Iterate Until Retrieved: Factual Nugget Optimization for Discoverable Continual Corrections in Agentic RAG
2026-05-25 • Computation and Language
Computation and Language
AI summaryⓘ
The authors study a system that helps businesses answer questions using stored knowledge, focusing on when users give specific factual corrections instead of general feedback. They create small, clear knowledge entries called factual nuggets from these corrections. Their method, Iterative Nugget Optimization (INO), improves these nuggets step-by-step to make sure the system can find and use them correctly. They tested this method with real business agents and found it made the system better at using the corrected facts.

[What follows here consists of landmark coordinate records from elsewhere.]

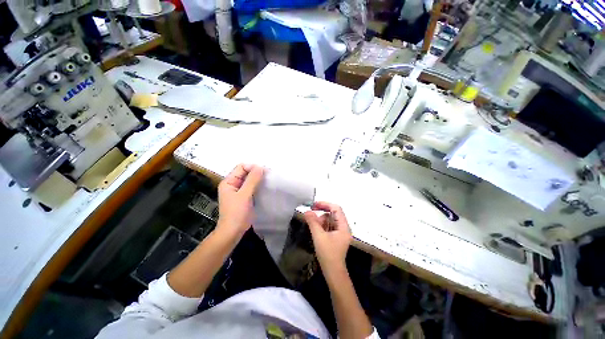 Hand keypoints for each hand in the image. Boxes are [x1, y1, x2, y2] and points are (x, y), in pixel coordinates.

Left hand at [218, 164, 263, 234]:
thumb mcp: (244, 195)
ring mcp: (239, 191)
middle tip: (269, 175)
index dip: (252, 167)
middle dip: (257, 172)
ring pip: (250, 180)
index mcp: (228, 182)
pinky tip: (266, 187)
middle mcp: (233, 184)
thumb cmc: (236, 213)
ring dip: (259, 179)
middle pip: (246, 172)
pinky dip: (258, 185)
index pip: (241, 167)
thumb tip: (260, 167)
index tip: (264, 172)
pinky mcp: (245, 197)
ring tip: (269, 180)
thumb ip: (252, 180)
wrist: (233, 232)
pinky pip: (252, 187)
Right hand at [304, 202, 351, 270]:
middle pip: (333, 213)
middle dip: (322, 213)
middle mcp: (344, 227)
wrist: (333, 272)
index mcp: (343, 226)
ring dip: (321, 220)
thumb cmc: (328, 254)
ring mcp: (340, 233)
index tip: (314, 205)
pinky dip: (322, 226)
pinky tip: (316, 230)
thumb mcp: (319, 236)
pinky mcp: (336, 237)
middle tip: (311, 214)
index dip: (325, 204)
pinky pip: (329, 226)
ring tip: (313, 226)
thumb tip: (307, 211)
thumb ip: (313, 222)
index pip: (336, 208)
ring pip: (330, 220)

Retrieval-Augmented GenerationAgentic SystemsFactual CorrectionsKnowledge BaseIterative OptimizationBusiness-to-Business (B2B)Support AgentsInformation RetrievalNatural Language ProcessingAutomated Evaluation
Authors
Moshe Hazoom, Gal Patel, Alon Talmor, Tom Hope
Abstract
Agentic retrieval-augmented generation (RAG) systems in complex B2B (business-to-business) settings may often receive free-form response feedback. Rather than generic feedback signals such as style, preference, or overall response quality, we focus on actionable factual corrections. We identify these instances and convert them into compact knowledge-base entries, which we call factual nuggets. We introduce Iterative Nugget Optimization (INO), an index-time optimization method that uses the production agentic RAG as a test harness: it creates an initial nugget, probes it with the triggering query and paraphrases, reflects over failed retrieval and answer traces, and revises the nugget until it is discoverable. We evaluate INO with two production B2B knowledge-assistance agents across multiple companies that use our system: a product support agent that answers questions over company-specific knowledge bases, and a support ticket agent that assists support engineers. INO consistently improves results over baselines in terms of discoverability and usage of factual corrections, in automated and human evaluations.